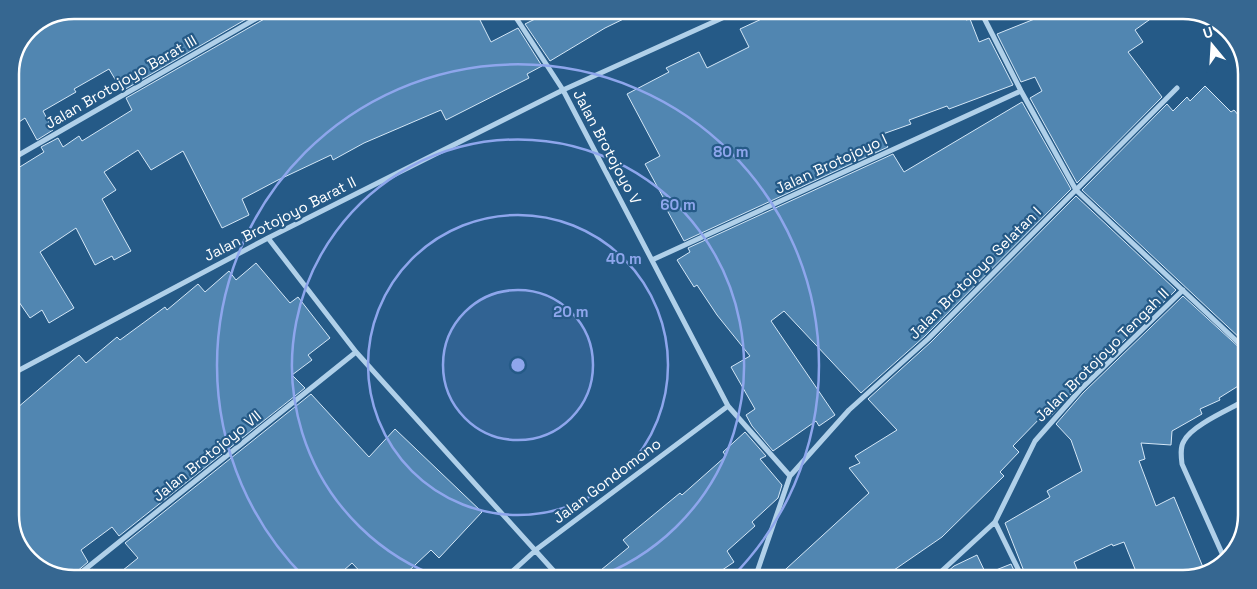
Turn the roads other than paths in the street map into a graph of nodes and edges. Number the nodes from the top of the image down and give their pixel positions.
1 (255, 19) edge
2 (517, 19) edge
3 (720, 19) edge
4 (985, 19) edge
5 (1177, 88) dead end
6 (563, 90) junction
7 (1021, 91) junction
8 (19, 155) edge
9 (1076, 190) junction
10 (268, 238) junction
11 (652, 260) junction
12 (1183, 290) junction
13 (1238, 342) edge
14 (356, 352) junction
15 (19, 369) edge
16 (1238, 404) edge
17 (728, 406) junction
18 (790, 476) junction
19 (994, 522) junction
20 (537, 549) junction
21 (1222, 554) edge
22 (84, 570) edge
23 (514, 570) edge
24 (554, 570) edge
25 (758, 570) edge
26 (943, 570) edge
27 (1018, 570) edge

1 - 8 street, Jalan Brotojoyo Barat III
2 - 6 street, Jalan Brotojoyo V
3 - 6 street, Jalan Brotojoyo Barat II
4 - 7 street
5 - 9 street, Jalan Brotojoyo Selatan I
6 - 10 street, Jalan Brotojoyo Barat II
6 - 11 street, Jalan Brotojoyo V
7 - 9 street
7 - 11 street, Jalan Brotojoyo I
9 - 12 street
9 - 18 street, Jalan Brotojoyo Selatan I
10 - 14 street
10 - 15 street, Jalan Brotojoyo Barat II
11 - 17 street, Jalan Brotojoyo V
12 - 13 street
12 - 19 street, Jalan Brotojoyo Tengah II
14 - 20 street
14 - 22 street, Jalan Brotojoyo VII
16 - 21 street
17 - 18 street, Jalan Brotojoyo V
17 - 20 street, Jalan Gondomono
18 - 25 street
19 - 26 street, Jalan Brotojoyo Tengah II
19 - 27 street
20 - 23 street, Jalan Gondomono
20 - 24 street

------

TASK BRIEF:
The entries above are to be copied exactly, with every picture left out.

OUTPUT:
Turn the roads other than paths in the street map into a graph of nodes and edges. Number the nodes from the top of the image down and give their pixel positions.
1 (255, 19) edge
2 (517, 19) edge
3 (720, 19) edge
4 (985, 19) edge
5 (1177, 88) dead end
6 (563, 90) junction
7 (1021, 91) junction
8 (19, 155) edge
9 (1076, 190) junction
10 (268, 238) junction
11 (652, 260) junction
12 (1183, 290) junction
13 (1238, 342) edge
14 (356, 352) junction
15 (19, 369) edge
16 (1238, 404) edge
17 (728, 406) junction
18 (790, 476) junction
19 (994, 522) junction
20 (537, 549) junction
21 (1222, 554) edge
22 (84, 570) edge
23 (514, 570) edge
24 (554, 570) edge
25 (758, 570) edge
26 (943, 570) edge
27 (1018, 570) edge

1 - 8 street, Jalan Brotojoyo Barat III
2 - 6 street, Jalan Brotojoyo V
3 - 6 street, Jalan Brotojoyo Barat II
4 - 7 street
5 - 9 street, Jalan Brotojoyo Selatan I
6 - 10 street, Jalan Brotojoyo Barat II
6 - 11 street, Jalan Brotojoyo V
7 - 9 street
7 - 11 street, Jalan Brotojoyo I
9 - 12 street
9 - 18 street, Jalan Brotojoyo Selatan I
10 - 14 street
10 - 15 street, Jalan Brotojoyo Barat II
11 - 17 street, Jalan Brotojoyo V
12 - 13 street
12 - 19 street, Jalan Brotojoyo Tengah II
14 - 20 street
14 - 22 street, Jalan Brotojoyo VII
16 - 21 street
17 - 18 street, Jalan Brotojoyo V
17 - 20 street, Jalan Gondomono
18 - 25 street
19 - 26 street, Jalan Brotojoyo Tengah II
19 - 27 street
20 - 23 street, Jalan Gondomono
20 - 24 street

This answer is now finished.